NLSEV is happy to announce the second round of the Mobility for Vesicles Research in Europe Grant (MOVE).
The purpose of the Fellowships is to foster collaborations between the members of different European EV Societies. The Fellowship will enable early career researchers to travel to a host lab in Europe to start novel collaborations, develop their technical skills, and enlarge their professional networks.
In 2023, NLSEV will award one mobility grant. The list of potential host labs is available on the MOVE website. You may choose a host lab at an academic institution from this website, but also other relevant host labs that are not yet listed. Make sure your envisioned host lab agrees to host you before submitting your application.

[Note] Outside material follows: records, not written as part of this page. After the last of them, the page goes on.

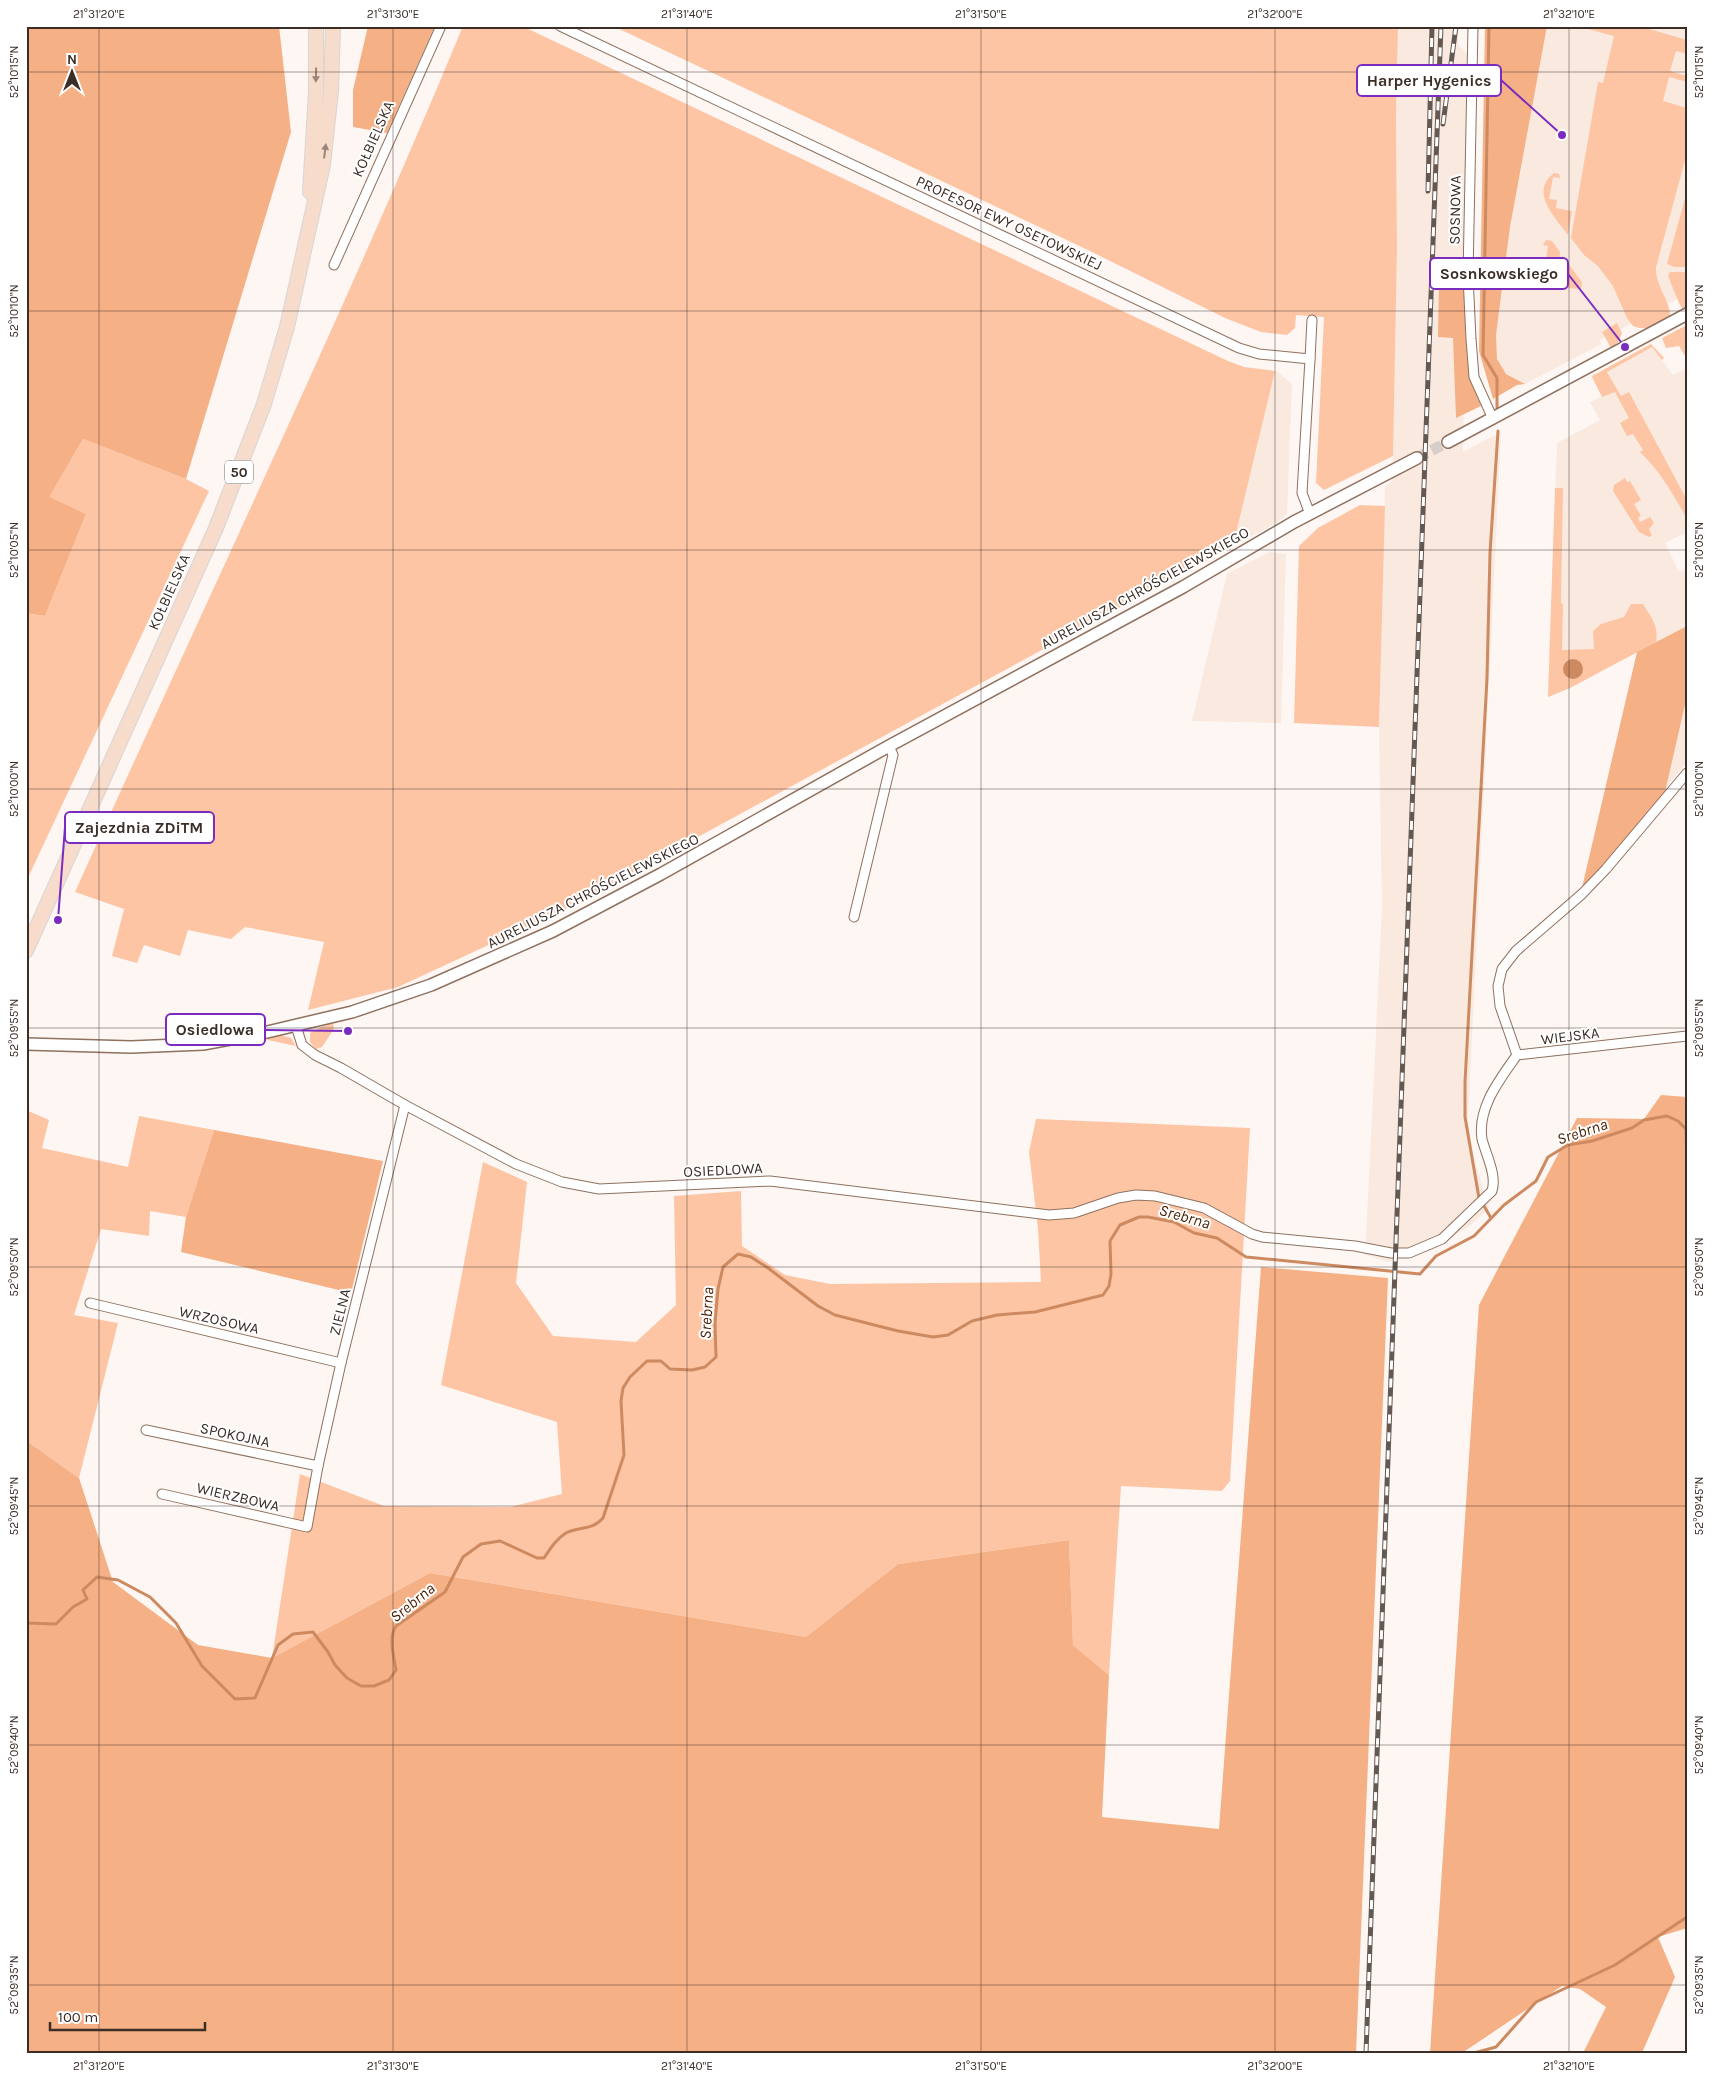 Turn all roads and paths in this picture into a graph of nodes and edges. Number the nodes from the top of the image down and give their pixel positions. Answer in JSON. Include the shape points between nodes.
{"nodes":[{"id":1,"x":316,"y":26,"type":"edge"},
{"id":2,"x":333,"y":26,"type":"edge"},
{"id":3,"x":441,"y":26,"type":"edge"},
{"id":4,"x":560,"y":26,"type":"edge"},
{"id":5,"x":1473,"y":26,"type":"edge"},
{"id":6,"x":307,"y":233,"type":"junction"},
{"id":7,"x":334,"y":265,"type":"dead end"},
{"id":8,"x":1687,"y":314,"type":"edge"},
{"id":9,"x":1312,"y":320,"type":"dead end"},
{"id":10,"x":1310,"y":359,"type":"junction"},
{"id":11,"x":1493,"y":419,"type":"junction"},
{"id":12,"x":1448,"y":442,"type":"tunnel mouth"},
{"id":13,"x":1417,"y":458,"type":"tunnel mouth"},
{"id":14,"x":1310,"y":514,"type":"junction"},
{"id":15,"x":890,"y":746,"type":"junction"},
{"id":16,"x":1687,"y":773,"type":"edge"},
{"id":17,"x":854,"y":917,"type":"dead end"},
{"id":18,"x":26,"y":951,"type":"edge"},
{"id":19,"x":296,"y":1026,"type":"junction"},
{"id":20,"x":1687,"y":1036,"type":"edge"},
{"id":21,"x":26,"y":1044,"type":"edge"},
{"id":22,"x":1517,"y":1056,"type":"junction"},
{"id":23,"x":405,"y":1105,"type":"junction"},
{"id":24,"x":90,"y":1304,"type":"dead end"},
{"id":25,"x":341,"y":1363,"type":"junction"},
{"id":26,"x":146,"y":1430,"type":"dead end"},
{"id":27,"x":318,"y":1466,"type":"junction"},
{"id":28,"x":162,"y":1494,"type":"dead end"},
{"id":29,"x":307,"y":1527,"type":"joint"}],
"edges":[{"from":1,"to":6,"type":"main road","number":"50","one_way":true,"via":[[315,120]]},
{"from":6,"to":2,"type":"main road","number":"50","one_way":true,"via":[[323,165],[331,91]]},
{"from":3,"to":7,"type":"street","name":"KOŁBIELSKA"},
{"from":4,"to":10,"type":"street","name":"PROFESOR EWY OSETOWSKIEJ","via":[[1238,348],[1260,354]]},
{"from":5,"to":11,"type":"street","name":"SOSNOWA","via":[[1468,276],[1471,339],[1474,377]]},
{"from":6,"to":18,"type":"main road","name":"KOŁBIELSKA","number":"50","via":[[283,343],[246,454],[216,528]]},
{"from":8,"to":11,"type":"street"},
{"from":9,"to":10,"type":"street"},
{"from":10,"to":14,"type":"street","via":[[1302,493]]},
{"from":11,"to":12,"type":"street"},
{"from":13,"to":14,"type":"street","name":"AURELIUSZA CHRÓŚCIELEWSKIEGO"},
{"from":14,"to":15,"type":"street","name":"AURELIUSZA CHRÓŚCIELEWSKIEGO"},
{"from":15,"to":17,"type":"street","via":[[893,755]]},
{"from":15,"to":19,"type":"street","name":"AURELIUSZA CHRÓŚCIELEWSKIEGO","via":[[553,931],[432,985],[367,1008]]},
{"from":16,"to":22,"type":"street","via":[[1606,869],[1516,951],[1502,969],[1498,986],[1500,1006]]},
{"from":19,"to":21,"type":"street","name":"AURELIUSZA CHRÓŚCIELEWSKIEGO","via":[[242,1038],[177,1046]]},
{"from":19,"to":23,"type":"street","name":"OSIEDLOWA","via":[[300,1041],[307,1050]]},
{"from":20,"to":22,"type":"street","name":"WIEJSKA"},
{"from":22,"to":23,"type":"street","name":"OSIEDLOWA","via":[[1485,1108],[1481,1122],[1493,1180],[1492,1191],[1442,1239],[1409,1253],[1262,1237],[1204,1208],[1155,1196],[1118,1198],[1074,1213],[1048,1215],[770,1181],[599,1189],[562,1182],[516,1164]]},
{"from":23,"to":25,"type":"street","name":"ZIELNA"},
{"from":24,"to":25,"type":"street","name":"WRZOSOWA"},
{"from":25,"to":27,"type":"street","name":"ZIELNA"},
{"from":26,"to":27,"type":"street","name":"SPOKOJNA"},
{"from":27,"to":29,"type":"street","name":"ZIELNA"},
{"from":28,"to":29,"type":"street","name":"WIERZBOWA"}]}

The deadline for the second Mobility for Vesicles research in Europe (MOVE) Grant has been extended until July 15 2023.
Application instructions and form
Experience of the first MOVE awardee: Simon van de Wakker
1. What was the goal of the MOVE exchange visit?
I visited the Karolinska Institute in Stockholm to enhance my scientific knowledge and develop my technical skills by working in a laboratory abroad. The goal of my visit was to gain expertise in single EV analysis using the imaging flow cytometry technique and apply this knowledge to advance my research.

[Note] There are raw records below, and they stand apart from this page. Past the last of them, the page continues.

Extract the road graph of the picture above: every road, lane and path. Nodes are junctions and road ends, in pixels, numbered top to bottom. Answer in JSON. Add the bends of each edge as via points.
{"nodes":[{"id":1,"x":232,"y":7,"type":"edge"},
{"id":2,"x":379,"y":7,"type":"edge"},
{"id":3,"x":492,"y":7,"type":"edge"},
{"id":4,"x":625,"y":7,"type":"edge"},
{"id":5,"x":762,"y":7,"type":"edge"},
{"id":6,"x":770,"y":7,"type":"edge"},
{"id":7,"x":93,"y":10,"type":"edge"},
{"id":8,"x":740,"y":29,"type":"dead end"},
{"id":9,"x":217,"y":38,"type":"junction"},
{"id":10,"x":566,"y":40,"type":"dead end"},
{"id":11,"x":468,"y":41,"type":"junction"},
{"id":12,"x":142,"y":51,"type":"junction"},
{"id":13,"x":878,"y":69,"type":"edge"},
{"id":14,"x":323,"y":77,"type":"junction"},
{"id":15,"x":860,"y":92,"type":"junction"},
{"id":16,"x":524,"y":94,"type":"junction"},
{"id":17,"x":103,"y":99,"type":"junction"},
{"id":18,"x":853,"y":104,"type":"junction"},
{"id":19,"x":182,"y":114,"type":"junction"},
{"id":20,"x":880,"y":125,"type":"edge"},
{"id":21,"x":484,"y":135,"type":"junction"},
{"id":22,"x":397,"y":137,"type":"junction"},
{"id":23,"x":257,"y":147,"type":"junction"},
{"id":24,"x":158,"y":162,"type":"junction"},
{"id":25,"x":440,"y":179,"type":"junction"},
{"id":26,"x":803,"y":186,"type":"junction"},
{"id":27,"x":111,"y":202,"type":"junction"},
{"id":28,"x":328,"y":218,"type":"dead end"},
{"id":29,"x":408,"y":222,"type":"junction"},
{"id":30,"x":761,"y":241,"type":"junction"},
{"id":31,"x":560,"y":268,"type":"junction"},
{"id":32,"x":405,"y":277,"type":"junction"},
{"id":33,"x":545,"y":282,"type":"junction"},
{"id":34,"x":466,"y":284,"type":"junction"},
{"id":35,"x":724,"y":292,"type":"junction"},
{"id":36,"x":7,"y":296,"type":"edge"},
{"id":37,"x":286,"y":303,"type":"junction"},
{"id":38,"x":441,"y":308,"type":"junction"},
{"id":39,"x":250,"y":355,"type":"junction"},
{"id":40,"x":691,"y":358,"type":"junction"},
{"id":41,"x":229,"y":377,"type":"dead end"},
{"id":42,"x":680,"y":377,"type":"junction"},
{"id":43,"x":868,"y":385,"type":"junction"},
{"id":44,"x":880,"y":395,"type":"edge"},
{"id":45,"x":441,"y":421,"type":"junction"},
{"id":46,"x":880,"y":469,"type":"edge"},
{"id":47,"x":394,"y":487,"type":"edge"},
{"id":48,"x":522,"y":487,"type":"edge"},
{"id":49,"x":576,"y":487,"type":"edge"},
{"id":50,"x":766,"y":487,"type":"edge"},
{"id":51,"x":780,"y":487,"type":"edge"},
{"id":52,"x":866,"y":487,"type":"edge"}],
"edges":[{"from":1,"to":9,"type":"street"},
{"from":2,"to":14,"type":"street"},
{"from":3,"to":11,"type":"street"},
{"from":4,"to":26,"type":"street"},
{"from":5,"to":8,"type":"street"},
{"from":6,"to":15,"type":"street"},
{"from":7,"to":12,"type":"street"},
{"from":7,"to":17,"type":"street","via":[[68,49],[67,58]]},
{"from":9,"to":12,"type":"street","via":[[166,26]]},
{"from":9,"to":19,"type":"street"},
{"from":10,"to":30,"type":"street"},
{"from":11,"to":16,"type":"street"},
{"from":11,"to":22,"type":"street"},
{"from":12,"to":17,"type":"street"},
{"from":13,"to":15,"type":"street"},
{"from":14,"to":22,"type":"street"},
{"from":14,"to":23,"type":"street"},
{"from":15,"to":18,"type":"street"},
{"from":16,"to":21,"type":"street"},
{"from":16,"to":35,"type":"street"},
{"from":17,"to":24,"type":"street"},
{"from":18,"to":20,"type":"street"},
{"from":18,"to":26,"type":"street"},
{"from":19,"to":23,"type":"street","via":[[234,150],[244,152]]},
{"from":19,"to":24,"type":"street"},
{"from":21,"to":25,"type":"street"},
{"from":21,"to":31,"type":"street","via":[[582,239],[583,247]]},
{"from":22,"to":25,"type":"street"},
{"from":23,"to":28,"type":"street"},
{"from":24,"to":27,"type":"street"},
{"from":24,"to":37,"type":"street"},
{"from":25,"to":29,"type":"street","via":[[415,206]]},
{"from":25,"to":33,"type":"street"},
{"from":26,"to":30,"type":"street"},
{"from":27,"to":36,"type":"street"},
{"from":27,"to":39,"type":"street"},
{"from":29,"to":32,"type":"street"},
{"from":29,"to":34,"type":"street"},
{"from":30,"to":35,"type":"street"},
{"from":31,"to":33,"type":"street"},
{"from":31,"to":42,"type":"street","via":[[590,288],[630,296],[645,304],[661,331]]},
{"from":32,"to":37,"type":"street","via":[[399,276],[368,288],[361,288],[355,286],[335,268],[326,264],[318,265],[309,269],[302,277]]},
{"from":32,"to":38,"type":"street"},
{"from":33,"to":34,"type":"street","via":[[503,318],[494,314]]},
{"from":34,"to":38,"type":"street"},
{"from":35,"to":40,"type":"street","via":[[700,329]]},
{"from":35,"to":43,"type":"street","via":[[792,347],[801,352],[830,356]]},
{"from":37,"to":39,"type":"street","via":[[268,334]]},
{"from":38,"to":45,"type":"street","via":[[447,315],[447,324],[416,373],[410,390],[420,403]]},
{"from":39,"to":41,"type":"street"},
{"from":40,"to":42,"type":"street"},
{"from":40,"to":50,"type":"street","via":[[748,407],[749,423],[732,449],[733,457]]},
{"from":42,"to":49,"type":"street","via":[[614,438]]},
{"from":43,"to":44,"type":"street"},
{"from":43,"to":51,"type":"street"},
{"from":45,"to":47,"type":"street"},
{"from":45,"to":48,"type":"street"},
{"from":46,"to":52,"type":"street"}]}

2. How did the MOVE initiative help you enlarging your professional network?
Thanks to the MOVE grant, I had the opportunity to cover a portion of my personal expenses and visit Professor Samir El Andaloussi's research group to collaborate with Doctor André Görgens. Samir has a large research group with a lot of experience in the study of EVs, which allowed me to expand my professional network in the field and engage in discussions about various projects.

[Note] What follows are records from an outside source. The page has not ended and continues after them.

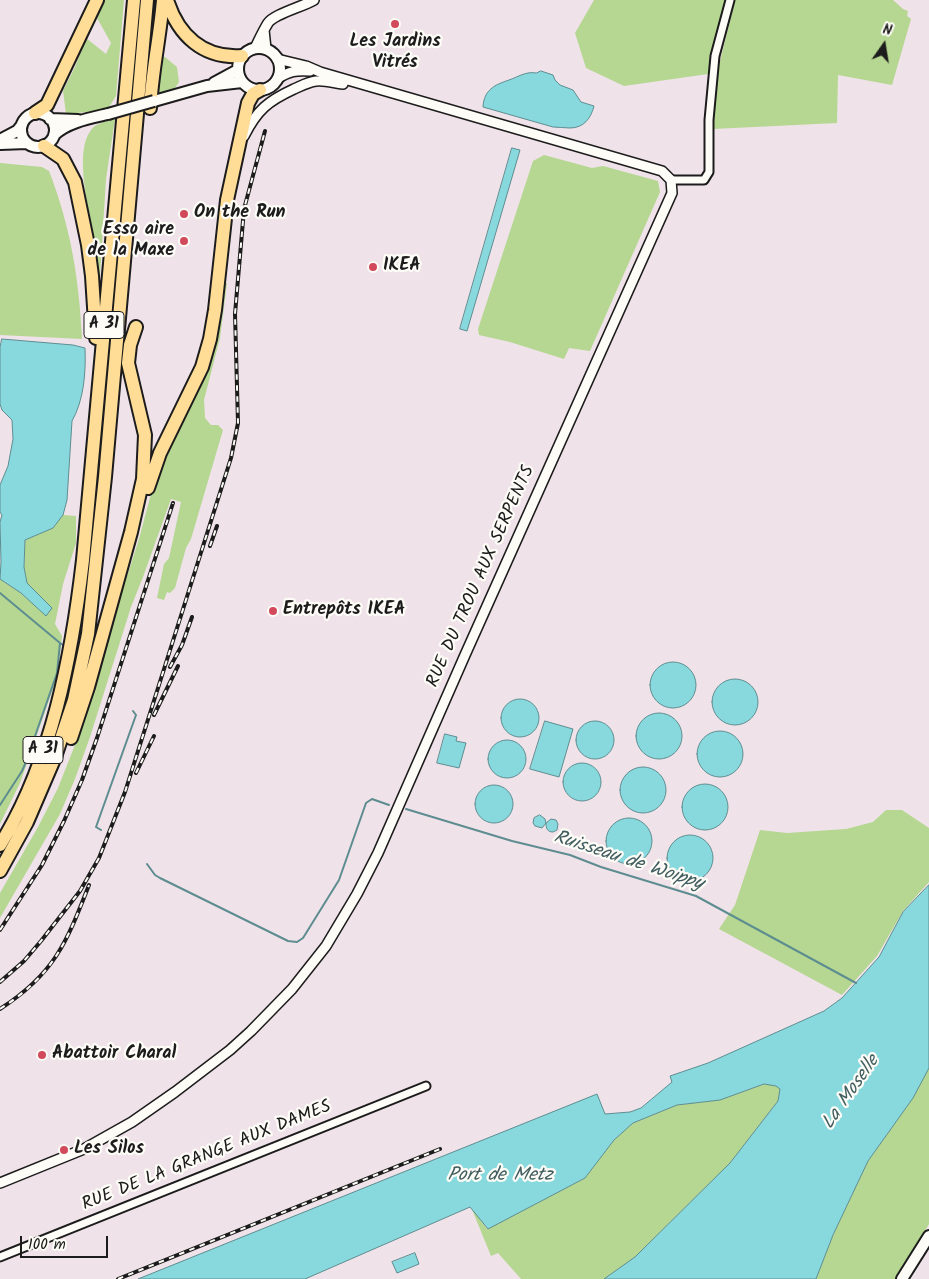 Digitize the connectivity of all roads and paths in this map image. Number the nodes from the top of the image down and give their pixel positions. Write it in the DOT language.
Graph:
graph roads {
  1 [pos="97,0"];
  2 [pos="134,0"];
  3 [pos="147,0"];
  4 [pos="165,0"];
  5 [pos="314,0"];
  6 [pos="730,0"];
  7 [pos="260,49"];
  8 [pos="242,56"];
  9 [pos="277,59"];
  10 [pos="238,70"];
  11 [pos="320,72"];
  12 [pos="277,79"];
  13 [pos="242,82"];
  14 [pos="364,85"];
  15 [pos="207,86"];
  16 [pos="260,90"];
  17 [pos="152,104"];
  18 [pos="35,113"];
  19 [pos="50,119"];
  20 [pos="84,120"];
  21 [pos="21,126"];
  22 [pos="54,135"];
  23 [pos="0,140"];
  24 [pos="27,143"];
  25 [pos="0,144"];
  26 [pos="240,145"];
  27 [pos="44,146"];
  28 [pos="671,180"];
  29 [pos="136,327"];
  30 [pos="100,370"];
  31 [pos="131,532"];
  32 [pos="27,822"];
  33 [pos="0,845"];
  34 [pos="0,870"];
  35 [pos="426,1086"];
  36 [pos="0,1183"];
  37 [pos="929,1236"];
  38 [pos="0,1257"];
  39 [pos="902,1279"];
  1 -- 18 [label="highway"];
  2 -- 30 [label="highway, A 31"];
  3 -- 32 [label="highway, A 31"];
  4 -- 8 [label="highway"];
  4 -- 17 [label="highway"];
  5 -- 7 [label="street"];
  6 -- 28 [label="street"];
  7 -- 8 [label="main road"];
  7 -- 9 [label="main road"];
  8 -- 10 [label="main road"];
  9 -- 11 [label="street"];
  9 -- 12 [label="main road"];
  10 -- 13 [label="main road"];
  10 -- 15 [label="main road"];
  11 -- 12 [label="street"];
  11 -- 14 [label="street"];
  12 -- 16 [label="main road"];
  13 -- 15 [label="main road"];
  13 -- 16 [label="main road"];
  14 -- 26 [label="street"];
  14 -- 28 [label="street"];
  15 -- 17 [label="main road"];
  16 -- 26 [label="highway"];
  17 -- 20 [label="main road, bridge"];
  18 -- 19 [label="main road"];
  18 -- 21 [label="main road"];
  19 -- 20 [label="main road"];
  19 -- 22 [label="main road"];
  20 -- 22 [label="main road"];
  21 -- 23 [label="main road"];
  21 -- 24 [label="main road"];
  22 -- 27 [label="main road"];
  24 -- 25 [label="main road"];
  24 -- 27 [label="main road"];
  26 -- 31 [label="highway"];
  27 -- 30 [label="highway"];
  28 -- 36 [label="street, RUE DU TROU AUX SERPENTS"];
  29 -- 31 [label="highway"];
  30 -- 33 [label="highway, A 31"];
  31 -- 32 [label="highway"];
  32 -- 34 [label="highway, A 31"];
  35 -- 38 [label="street, RUE DE LA GRANGE AUX DAMES"];
  37 -- 39 [label="main road"];
}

3. How did MOVE help you improve your knowledge and develop your technical skills?
The main goal of the visit to the Karolinska Institute was to gain expertise in imaging flow cytometry to conduct single EV measurements. Specifically, I chose this lab because of André Görgens' extensive expertise in this technique. During my stay, I received training in using imaging flow cytometry. By utilizing this technique, I was able to investigate the distribution of specific EV protein markers, advancing our understanding of EV heterogeneity. The financial support of the MOVE grant gave me the chance to travel to a country with a high cost of living. Without financial support this visit would have been difficult to arrange.
4. Did your MOVE grant lead to additional collaborations with the hosting or other research group on EVs?
My time at the Karolinska Institute exposed me to diverse EV research projects and introduced me to multiple knowledgeable researchers. I am still working together with André and Samir on multiple collaborative projects and additionally I still maintain contact with various other researchers in their group. My time abroad broadened my perspective of the EV field and opened up new opportunities for future research collaborations.